The only thing to report is how many lines of the data contain the word "Ponderosa".

# # # # # # #

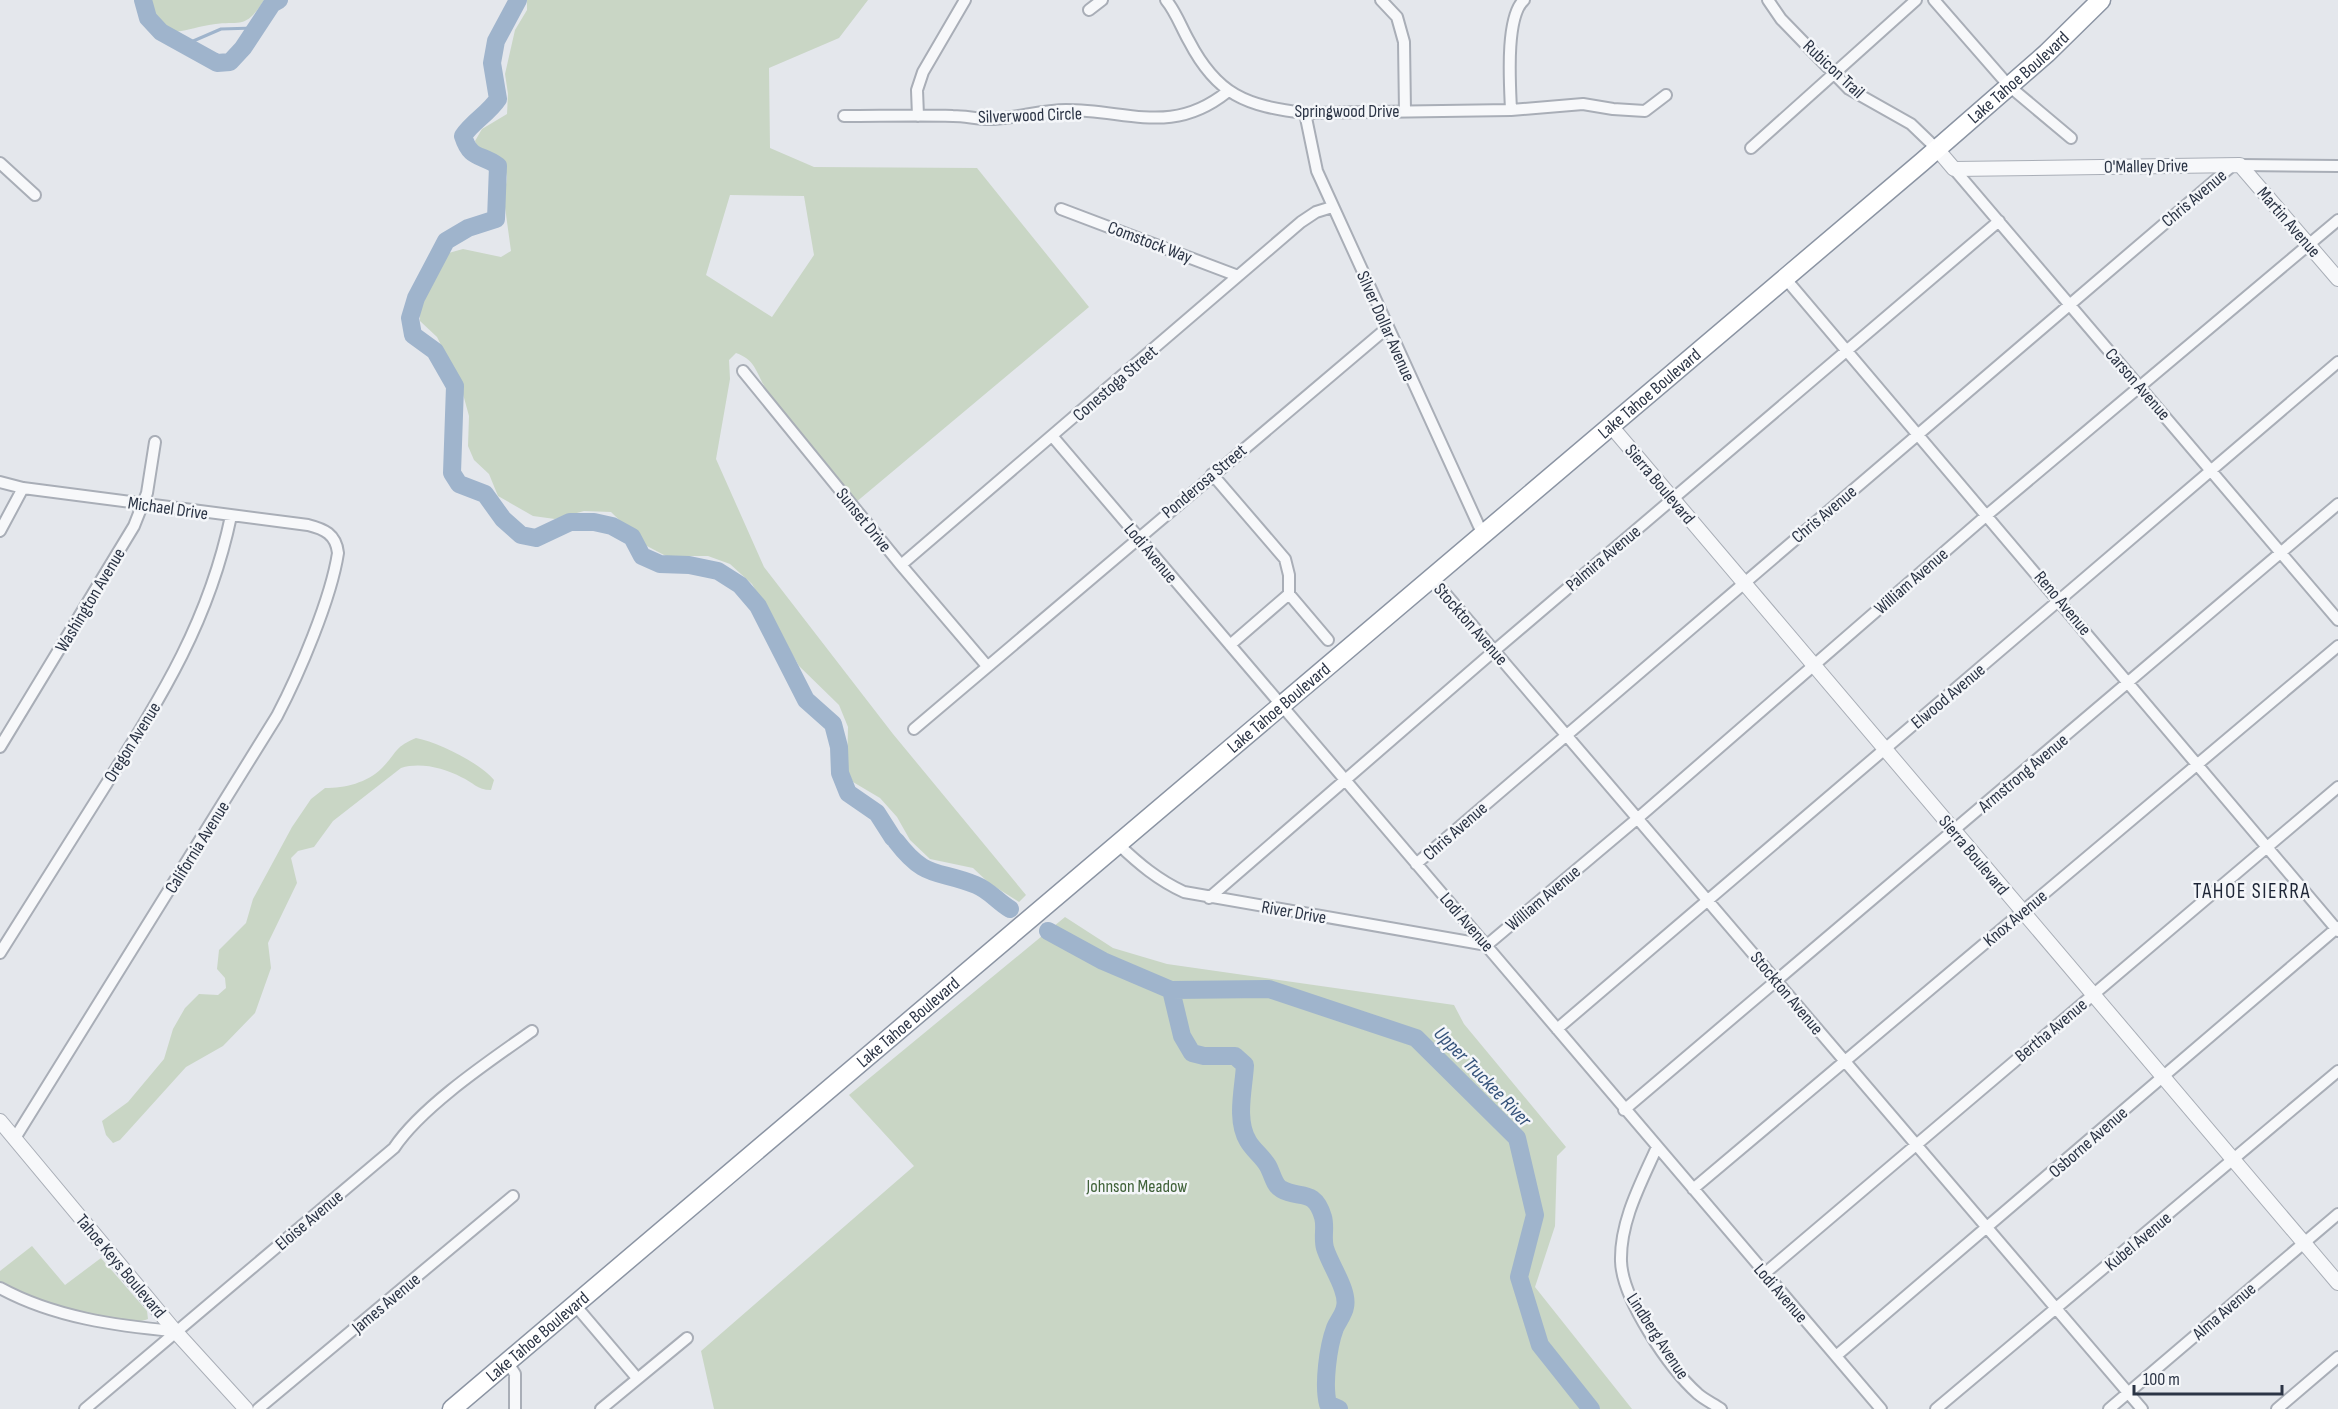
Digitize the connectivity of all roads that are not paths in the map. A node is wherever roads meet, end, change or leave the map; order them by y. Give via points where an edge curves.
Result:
1 (965, 0) edge
2 (1102, 0) edge
3 (1381, 0) edge
4 (1524, 0) edge
5 (1768, 0) edge
6 (1916, 0) edge
7 (1934, 0) edge
8 (2101, 0) edge
9 (1172, 2) edge
10 (1089, 10) dead end
11 (1835, 72) junction
12 (2009, 86) junction
13 (1227, 92) junction
14 (1666, 94) dead end
15 (1510, 110) junction
16 (1405, 111) junction
17 (1305, 113) junction
18 (844, 116) dead end
19 (918, 116) junction
20 (2071, 138) dead end
21 (1751, 148) dead end
22 (1937, 149) junction
23 (0, 163) edge
24 (2237, 165) junction
25 (2338, 166) edge
26 (1954, 169) junction
27 (35, 195) dead end
28 (1332, 207) junction
29 (1061, 209) dead end
30 (2338, 220) edge
31 (1999, 221) junction
32 (2308, 245) junction
33 (1238, 276) junction
34 (1785, 278) junction
35 (2338, 279) edge
36 (2069, 303) junction
37 (1387, 328) junction
38 (1849, 350) junction
39 (2338, 362) edge
40 (743, 371) dead end
41 (2140, 386) junction
42 (1611, 426) junction
43 (1919, 434) junction
44 (1053, 436) junction
45 (155, 442) dead end
46 (2211, 470) junction
47 (1212, 474) junction
48 (0, 482) edge
49 (23, 488) junction
50 (1673, 499) junction
51 (2338, 504) edge
52 (143, 505) junction
53 (1988, 515) junction
54 (231, 516) junction
55 (0, 531) edge
56 (1483, 535) junction
57 (1137, 537) junction
58 (334, 538) joint
59 (2281, 552) junction
60 (900, 565) junction
61 (1432, 578) junction
62 (1744, 582) junction
63 (1289, 594) junction
64 (2061, 601) junction
65 (2338, 620) edge
66 (1328, 640) dead end
67 (1230, 645) junction
68 (2338, 646) edge
69 (1494, 651) junction
70 (1814, 665) junction
71 (987, 666) junction
72 (2130, 682) junction
73 (1282, 706) junction
74 (914, 729) dead end
75 (1567, 734) junction
76 (0, 747) edge
77 (1886, 749) junction
78 (2196, 764) junction
79 (1346, 782) junction
80 (2338, 787) edge
81 (1638, 818) junction
82 (1954, 831) junction
83 (1118, 844) junction
84 (2267, 846) junction
85 (1416, 864) junction
86 (1209, 898) junction
87 (1708, 900) junction
88 (2022, 912) junction
89 (2337, 929) edge
90 (1487, 945) junction
91 (0, 953) edge
92 (1777, 980) junction
93 (2092, 996) junction
94 (1557, 1029) junction
95 (532, 1031) dead end
96 (1844, 1062) junction
97 (2338, 1071) edge
98 (2163, 1077) junction
99 (1624, 1110) junction
100 (0, 1120) edge
101 (15, 1138) junction
102 (1917, 1144) junction
103 (1657, 1147) junction
104 (2233, 1160) junction
105 (1693, 1189) junction
106 (513, 1196) dead end
107 (2338, 1214) edge
108 (1988, 1228) junction
109 (2304, 1243) junction
110 (1764, 1274) junction
111 (2338, 1283) edge
112 (0, 1288) edge
113 (575, 1305) junction
114 (2057, 1309) junction
115 (176, 1331) junction
116 (687, 1338) dead end
117 (1836, 1356) junction
118 (2338, 1357) edge
119 (508, 1363) junction
120 (637, 1378) junction
121 (2128, 1393) junction
122 (604, 1408) edge
123 (85, 1409) edge
124 (246, 1409) edge
125 (258, 1409) edge
126 (452, 1409) edge
127 (516, 1409) edge
128 (1721, 1409) edge
129 (1881, 1409) edge
130 (1936, 1409) edge
131 (2109, 1409) edge
132 (2142, 1409) edge
133 (2277, 1409) edge

1 - 19 street via 923,72 917,90
2 - 10 street
3 - 16 street via 1397,17 1404,42
4 - 15 street via 1513,26
5 - 11 street, Rubicon Trail via 1781,19
6 - 11 street
7 - 12 street
8 - 12 highway, Lake Tahoe Boulevard
9 - 13 street, Springwood Drive via 1204,69
11 - 21 street
11 - 22 street, Rubicon Trail via 1849,89 1911,124
12 - 20 street
12 - 22 highway, Lake Tahoe Boulevard
13 - 17 street, Springwood Drive via 1251,104
13 - 19 street, Silverwood Circle via 1208,107 1185,115 1161,117 1069,110 991,119
14 - 15 street, Springwood Drive via 1645,111 1583,104
15 - 16 street, Springwood Drive
16 - 17 street, Springwood Drive
17 - 28 street, Silver Dollar Avenue via 1317,171
18 - 19 street, Silverwood Circle
22 - 26 street, Carson Avenue
22 - 34 highway, Lake Tahoe Boulevard
23 - 27 street
24 - 25 street, O'Malley Drive
24 - 26 street, O'Malley Drive
24 - 32 street, Martin Avenue
24 - 36 street, Chris Avenue
26 - 31 street, Carson Avenue
28 - 33 street, Conestoga Street via 1301,222
28 - 37 street, Silver Dollar Avenue
29 - 33 street, Comstock Way
30 - 32 street, William Avenue
31 - 36 street, Carson Avenue
31 - 38 street, Palmira Avenue
32 - 35 street, Martin Avenue
32 - 41 street, William Avenue
33 - 44 street, Conestoga Street
34 - 38 street, Reno Avenue
34 - 42 highway, Lake Tahoe Boulevard
36 - 41 street, Carson Avenue
36 - 43 street, Chris Avenue
37 - 47 street, Ponderosa Street
37 - 56 street, Silver Dollar Avenue
38 - 43 street, Reno Avenue
38 - 50 street, Palmira Avenue
39 - 46 street, Elwood Avenue
40 - 60 street, Sunset Drive
41 - 46 street, Carson Avenue
41 - 53 street, William Avenue
42 - 50 street, Sierra Boulevard
42 - 56 highway, Lake Tahoe Boulevard
43 - 53 street, Reno Avenue
43 - 62 street, Chris Avenue
44 - 57 street, Lodi Avenue
44 - 60 street, Conestoga Street
45 - 52 street, Washington Avenue
46 - 59 street, Carson Avenue
46 - 64 street, Elwood Avenue
47 - 57 street, Ponderosa Street
47 - 63 street via 1285,559
48 - 49 street, Michael Drive
49 - 52 street, Michael Drive
49 - 55 street
50 - 62 street, Sierra Boulevard
50 - 69 street, Palmira Avenue
51 - 59 street, Armstrong Avenue
52 - 54 street, Michael Drive
52 - 76 street, Washington Avenue via 125,542
53 - 64 street, Reno Avenue
53 - 70 street, William Avenue
54 - 58 street, Michael Drive via 308,525
54 - 91 street, Oregon Avenue via 212,587 174,674
56 - 61 highway, Lake Tahoe Boulevard
57 - 67 street, Lodi Avenue
57 - 71 street, Ponderosa Street
58 - 101 street, California Avenue via 336,564 292,688
59 - 65 street, Carson Avenue
59 - 72 street, Armstrong Avenue
60 - 71 street, Sunset Drive
61 - 69 street, Stockton Avenue
61 - 73 highway, Lake Tahoe Boulevard
62 - 70 street, Sierra Boulevard
62 - 75 street, Chris Avenue
63 - 66 street
63 - 67 street
64 - 72 street, Reno Avenue
64 - 77 street, Elwood Avenue
67 - 73 street, Lodi Avenue
68 - 78 street, Knox Avenue
69 - 75 street, Stockton Avenue
69 - 79 street, Palmira Avenue
70 - 77 street, Sierra Boulevard
70 - 81 street, William Avenue
71 - 74 street, Ponderosa Street
72 - 78 street, Reno Avenue
72 - 82 street, Armstrong Avenue
73 - 79 street, Lodi Avenue
73 - 83 highway, Lake Tahoe Boulevard
75 - 81 street, Stockton Avenue
75 - 85 street, Chris Avenue
77 - 82 street, Sierra Boulevard
77 - 87 street, Elwood Avenue
78 - 84 street, Reno Avenue
78 - 88 street, Knox Avenue
79 - 85 street, Lodi Avenue
79 - 86 street, Palmira Avenue
80 - 84 street, Bertha Avenue
81 - 87 street, Stockton Avenue
81 - 90 street, William Avenue
82 - 88 street, Sierra Boulevard
82 - 92 street, Armstrong Avenue
83 - 86 street, River Drive via 1162,882
83 - 113 highway, Lake Tahoe Boulevard
84 - 89 street, Reno Avenue
84 - 93 street, Bertha Avenue
85 - 90 street, Lodi Avenue
86 - 90 street, River Drive
87 - 92 street, Stockton Avenue
87 - 94 street, Elwood Avenue
88 - 93 street, Sierra Boulevard
88 - 96 street, Knox Avenue
89 - 98 street, Osborne Avenue
90 - 94 street, Lodi Avenue
92 - 96 street, Stockton Avenue
92 - 99 street, Armstrong Avenue
93 - 98 street, Sierra Boulevard
93 - 102 street, Bertha Avenue
94 - 99 street, Lodi Avenue
95 - 115 street, Eloise Avenue via 488,1061 405,1132 394,1148
96 - 102 street, Stockton Avenue
96 - 105 street, Knox Avenue
97 - 104 street, Kubel Avenue
98 - 104 street, Sierra Boulevard
98 - 108 street, Osborne Avenue
99 - 103 street, Lodi Avenue
100 - 101 street, Tahoe Keys Boulevard
101 - 115 street, Tahoe Keys Boulevard
102 - 108 street, Stockton Avenue
102 - 110 street, Bertha Avenue
103 - 105 street, Lodi Avenue
103 - 128 street, Lindberg Avenue via 1633,1202 1625,1232 1621,1260 1624,1283 1677,1371 1699,1394
104 - 109 street, Sierra Boulevard
104 - 114 street, Kubel Avenue
105 - 110 street, Lodi Avenue
106 - 125 street, James Avenue
107 - 109 street, Alma Avenue
108 - 114 street, Stockton Avenue
108 - 117 street, Osborne Avenue
109 - 111 street, Sierra Boulevard
109 - 121 street, Alma Avenue
110 - 117 street, Lodi Avenue
112 - 115 street via 21,1300 76,1316
113 - 119 highway, Lake Tahoe Boulevard
113 - 120 street
114 - 121 street, Stockton Avenue
114 - 130 street, Kubel Avenue
115 - 123 street, Eloise Avenue
115 - 124 street, Tahoe Keys Boulevard
116 - 120 street
117 - 129 street, Lodi Avenue
118 - 133 street
119 - 126 highway, Lake Tahoe Boulevard
119 - 127 street via 515,1374
120 - 122 street
121 - 131 street, Alma Avenue
121 - 132 street, Stockton Avenue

# # # # # # #

| SOLUTION TO THE PROBLEM |
4